Because the drying time is long (48 hours) for oils, I would like to suggest you leave the oils to dry for at least a week as this will become very important in the further painting process of leather. During this week long period, I decided to painted the trousers.   Italian tanker trousers came in various tones from dark blue, brown, greens and ochre colours. I opted for the green look. Using Humbrol Forest Green, I laid a thin cote in Forest Green straight from the tin to the entire trousers. I immediately applied shadows using Humbrol Forest Green mixed with Paynes Grey oil (50%-50%) and also applied highlights using same base green mixed with 50-50 White oils. Once all colours were in place, I literally poked my paint brush between highlight and shadows to create a mix of both highlight and shadows and create a mid-tone of the two colours. While Humbrols do dry rather quickly, mixing oils in the enamels allows for more "wet" time and also allows to work the wet highlights into the shadows. I do not generally like to paint wet on wet as it is time consuming but this technique does allow for gradual shadows and highlights as opposed to  sharp borders between highlights and shadows. It is a bit fiddly to say the least but because the area is quite small and controllable, it took all of 45 minutes to apply the base paint, highlight, shadow and blend the trousers. I also painted the boots in Humbrol Natural Wood, and when dry applied a wash of Sepia (or black) oils. I left the  trousers, jacket and boots to dry for well over a week under a glass.  I came back to the figure a few weeks later and proceeded with step two on the leather jacket. This time, I used the same technique as the Burnt Sienna but I will use now resort to using Burnt Umber oil which is a darker shade than Burnt Sienna. Again using above technique, ensure it is a thin coat and apply right over the dry Burnt Sienna, always making sure to get inside the seams. Let it sit for an hour and similarly lightly whisk with a soft dry brush downwards over highlight leaving the paint your are drawing into the shadow areas.

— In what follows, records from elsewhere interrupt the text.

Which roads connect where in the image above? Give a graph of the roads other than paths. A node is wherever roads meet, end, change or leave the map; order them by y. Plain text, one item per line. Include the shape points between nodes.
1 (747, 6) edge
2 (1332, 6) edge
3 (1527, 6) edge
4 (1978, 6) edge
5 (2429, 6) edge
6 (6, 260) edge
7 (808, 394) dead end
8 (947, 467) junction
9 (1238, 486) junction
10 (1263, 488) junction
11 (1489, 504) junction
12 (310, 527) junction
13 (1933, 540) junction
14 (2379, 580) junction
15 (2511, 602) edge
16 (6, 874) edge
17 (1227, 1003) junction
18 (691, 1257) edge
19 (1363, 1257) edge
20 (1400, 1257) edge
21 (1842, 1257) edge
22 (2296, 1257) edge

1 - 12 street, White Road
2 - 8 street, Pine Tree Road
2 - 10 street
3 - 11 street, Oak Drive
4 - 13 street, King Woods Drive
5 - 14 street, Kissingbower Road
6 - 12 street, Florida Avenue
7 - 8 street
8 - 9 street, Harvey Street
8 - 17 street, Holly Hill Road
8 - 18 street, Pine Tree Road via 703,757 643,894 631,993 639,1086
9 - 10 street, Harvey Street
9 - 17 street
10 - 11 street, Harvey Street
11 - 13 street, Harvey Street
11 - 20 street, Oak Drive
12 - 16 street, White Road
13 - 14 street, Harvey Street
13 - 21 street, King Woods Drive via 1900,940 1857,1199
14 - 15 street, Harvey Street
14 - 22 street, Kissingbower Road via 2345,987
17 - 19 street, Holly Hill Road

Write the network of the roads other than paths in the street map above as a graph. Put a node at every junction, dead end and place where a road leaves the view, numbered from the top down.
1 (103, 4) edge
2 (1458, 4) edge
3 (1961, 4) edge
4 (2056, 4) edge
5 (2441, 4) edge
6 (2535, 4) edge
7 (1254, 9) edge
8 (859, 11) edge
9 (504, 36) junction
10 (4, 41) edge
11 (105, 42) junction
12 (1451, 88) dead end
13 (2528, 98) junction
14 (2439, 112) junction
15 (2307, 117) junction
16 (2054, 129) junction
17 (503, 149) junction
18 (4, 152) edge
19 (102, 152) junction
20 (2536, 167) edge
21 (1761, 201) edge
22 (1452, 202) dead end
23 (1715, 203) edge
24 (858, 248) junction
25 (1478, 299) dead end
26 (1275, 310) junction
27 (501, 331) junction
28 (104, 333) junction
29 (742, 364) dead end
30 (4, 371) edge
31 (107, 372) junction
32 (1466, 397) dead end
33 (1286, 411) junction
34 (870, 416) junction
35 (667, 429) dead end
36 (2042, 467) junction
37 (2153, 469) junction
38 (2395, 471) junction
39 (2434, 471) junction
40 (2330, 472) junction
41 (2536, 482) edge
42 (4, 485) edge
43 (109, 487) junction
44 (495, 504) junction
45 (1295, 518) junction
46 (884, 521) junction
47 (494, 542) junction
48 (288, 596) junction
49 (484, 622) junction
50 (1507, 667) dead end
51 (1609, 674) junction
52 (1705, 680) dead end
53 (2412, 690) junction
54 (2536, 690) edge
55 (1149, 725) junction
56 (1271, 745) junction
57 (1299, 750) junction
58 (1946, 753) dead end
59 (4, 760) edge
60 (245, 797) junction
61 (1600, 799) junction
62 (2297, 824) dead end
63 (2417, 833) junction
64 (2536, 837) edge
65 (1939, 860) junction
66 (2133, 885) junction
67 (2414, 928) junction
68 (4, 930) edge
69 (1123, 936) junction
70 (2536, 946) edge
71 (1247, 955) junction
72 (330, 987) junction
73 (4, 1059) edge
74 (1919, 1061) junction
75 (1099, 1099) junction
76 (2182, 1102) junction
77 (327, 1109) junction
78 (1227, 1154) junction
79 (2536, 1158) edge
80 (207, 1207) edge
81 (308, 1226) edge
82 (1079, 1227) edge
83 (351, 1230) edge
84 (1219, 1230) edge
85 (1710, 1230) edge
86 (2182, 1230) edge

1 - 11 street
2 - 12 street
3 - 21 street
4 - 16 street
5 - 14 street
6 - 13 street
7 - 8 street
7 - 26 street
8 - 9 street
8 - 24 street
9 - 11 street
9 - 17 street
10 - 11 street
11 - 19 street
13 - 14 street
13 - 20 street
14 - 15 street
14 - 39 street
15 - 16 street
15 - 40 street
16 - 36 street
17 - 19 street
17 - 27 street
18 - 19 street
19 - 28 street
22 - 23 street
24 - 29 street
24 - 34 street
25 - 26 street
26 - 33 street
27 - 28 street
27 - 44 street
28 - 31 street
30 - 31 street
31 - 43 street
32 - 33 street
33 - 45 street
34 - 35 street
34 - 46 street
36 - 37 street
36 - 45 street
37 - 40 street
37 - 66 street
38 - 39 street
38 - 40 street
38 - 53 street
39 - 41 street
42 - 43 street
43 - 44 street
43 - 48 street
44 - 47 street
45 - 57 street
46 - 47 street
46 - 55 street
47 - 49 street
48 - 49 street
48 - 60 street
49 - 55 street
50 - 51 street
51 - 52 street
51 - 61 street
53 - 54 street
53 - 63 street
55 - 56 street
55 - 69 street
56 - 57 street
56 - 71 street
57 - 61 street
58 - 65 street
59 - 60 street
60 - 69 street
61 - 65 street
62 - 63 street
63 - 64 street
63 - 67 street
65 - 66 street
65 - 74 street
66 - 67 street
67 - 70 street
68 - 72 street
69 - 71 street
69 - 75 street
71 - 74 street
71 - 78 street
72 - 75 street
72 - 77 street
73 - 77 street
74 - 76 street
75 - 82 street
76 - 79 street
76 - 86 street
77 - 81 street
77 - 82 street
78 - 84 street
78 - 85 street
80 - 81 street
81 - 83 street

Now you have a jacket that has very light highlights and very dark shadows. Let this sit for two days under a glass and come back to it. If you feel it is still to light and are looking for a darker shade, wait another week and apply a mix of Black oils with Burnt Umber (50-50) using same technique. Or, apply another cote of Burnt Umber.I stopped at the second step because I note from photographs that desert leather tended to fade somewhat in the sun and for this reason I preferred to keep on the reddish side.

The face was painted similarly to the article on painting faces - with the exception of painting the hairline in a light Paynes'; Grey, and painted the beret in Tamiya Khaki drybrushed with Humbrol 93.  The last step was the painting of the belt - I used a mix of Humbrol 29 and Humbrol Matt Black cut 50-50, and when dry, a small wash of Sepia oils was applied and highlighted with Humbrol Natural Wood on all the tops of the belts.

This completes another small but fun project which spanned two weeks. The enjoyable part of this technique of applying subsequent oils over dry oils is it can be used on all sorts of leather and wood subjects. If you do not feel comfortable trying this out on a figure just yet, try it on a rifle butt - apply White, then Sienna, and finally a Umber or Black combination - to create a really stunning effect. And if you feel adventure-some, try some other colours in the oil range. The two keys to success is to always start with a lighter colour, and perhaps more importantly, making sure you allow the oils to dry completely before applying another coat of oils.